I'm running Urban Shadows, by the remarkable +Andrew Medeiros & +Mark Diaz Truman of whom I have spoken well of in the past. It is the first time I've run a Powered by the Apocalypse game for longer than a couple of sessions, and I'm still getting the hang of MC moves and other things. But it's a lot of fun.

What I'm really appreciating most about the game so far is the whole currency of Debts and the use of Factions as stats. Anyone who's familiar with my work on Smallville knows that I really like alternatives to traditional stats when it comes to social or systemic play, and Urban Shadows really nails it. Because players are encouraged not only to call people on their debts but to honor them, and from both other PCs and NPCs, the result tends to be a series of carefully (or not so carefully) orchestrated exchanges of favors, promises, and team-ups. It's fantastic to see it humming along, literally generating plot as we play.

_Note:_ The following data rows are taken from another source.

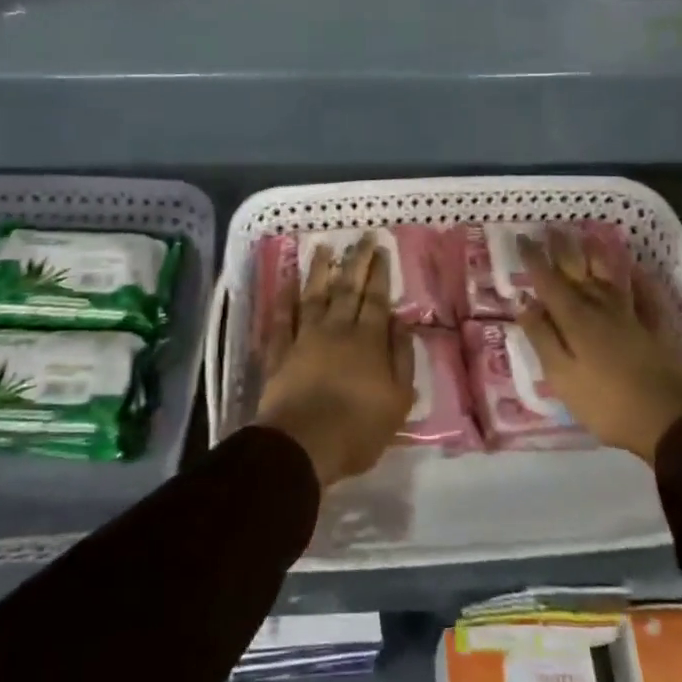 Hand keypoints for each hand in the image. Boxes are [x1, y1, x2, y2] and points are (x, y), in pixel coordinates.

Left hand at [255, 233, 415, 487]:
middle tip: (362, 237)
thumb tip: (401, 322)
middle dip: (356, 261)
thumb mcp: (398, 400)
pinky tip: (286, 283)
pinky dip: (284, 299)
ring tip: (323, 247)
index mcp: (368, 341)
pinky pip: (282, 319)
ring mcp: (305, 338)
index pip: (376, 299)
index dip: (379, 273)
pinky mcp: (280, 352)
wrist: (304, 444)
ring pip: (313, 296)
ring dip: (319, 270)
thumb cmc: (359, 428)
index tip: (381, 249)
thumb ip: (402, 358)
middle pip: (347, 289)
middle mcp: (337, 330)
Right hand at [516, 228, 681, 462]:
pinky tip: (635, 268)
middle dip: (563, 248)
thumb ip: (542, 337)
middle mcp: (602, 307)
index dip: (534, 258)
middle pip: (579, 270)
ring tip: (588, 235)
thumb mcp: (562, 377)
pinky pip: (647, 293)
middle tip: (551, 227)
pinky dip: (639, 278)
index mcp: (575, 319)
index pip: (548, 281)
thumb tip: (524, 302)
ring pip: (611, 275)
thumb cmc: (608, 405)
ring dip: (598, 253)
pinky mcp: (659, 326)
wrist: (673, 423)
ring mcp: (634, 314)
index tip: (522, 237) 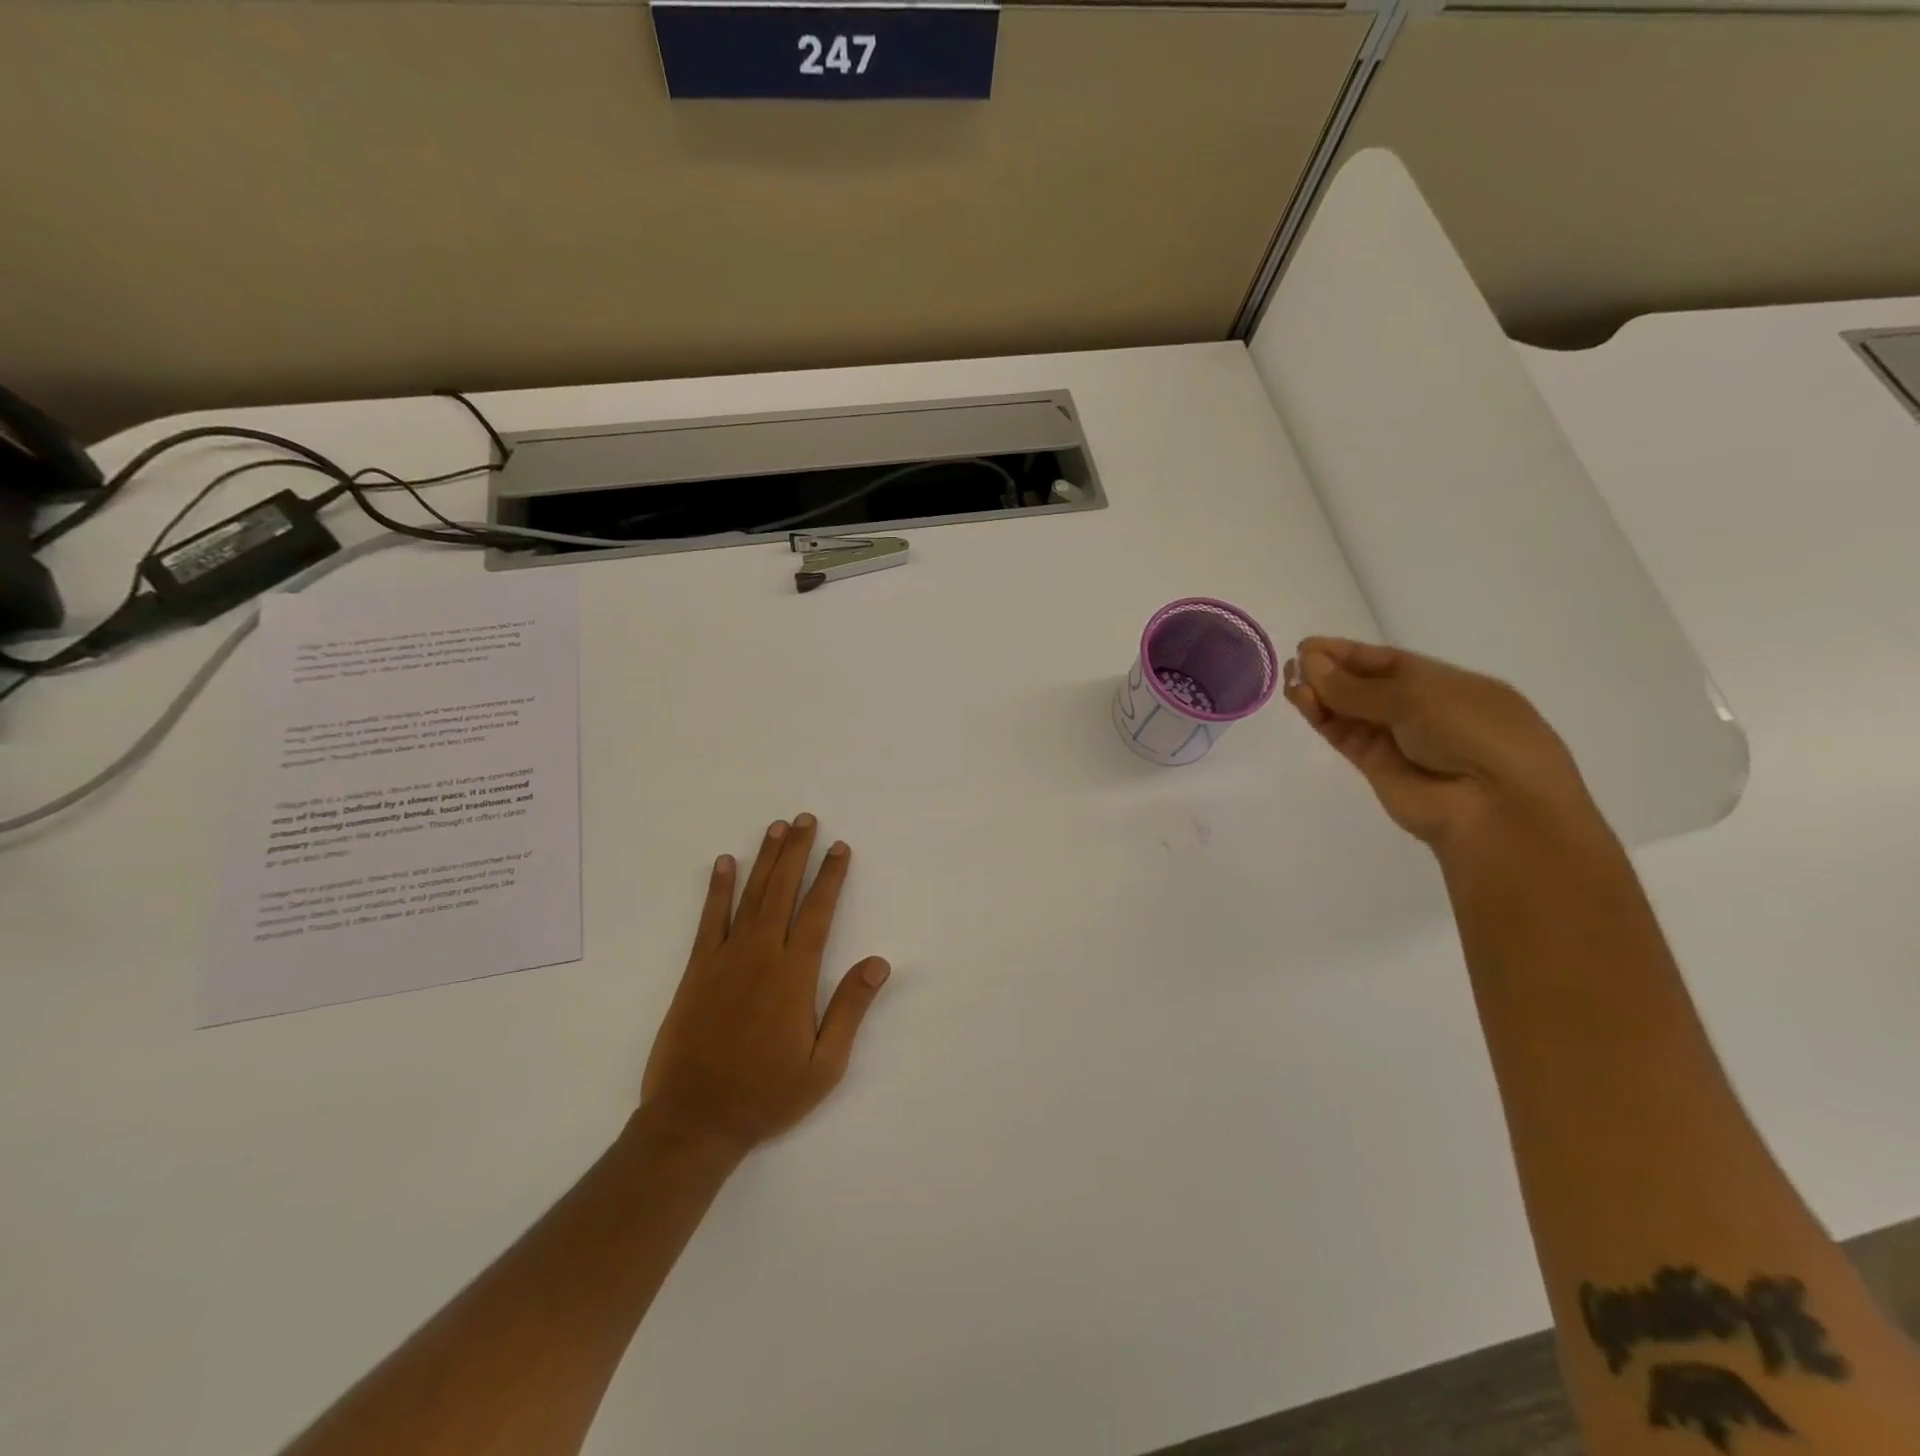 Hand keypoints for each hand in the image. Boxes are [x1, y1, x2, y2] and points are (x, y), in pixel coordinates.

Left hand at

Our group has a Dragon, an Immortal, a Fae, a Revenant, and an Aware. They play off each other really well. The Fae was missing session 2, and the Revenant was missing this session, which strongly affected the nature of play just because of the absence of certain Factions within the player characters.

Anyway - US satisfies all of my modern day gaming needs right now, doing what World of Darkness has done in the past with a system that I appreciate in the present. I strongly endorse this game!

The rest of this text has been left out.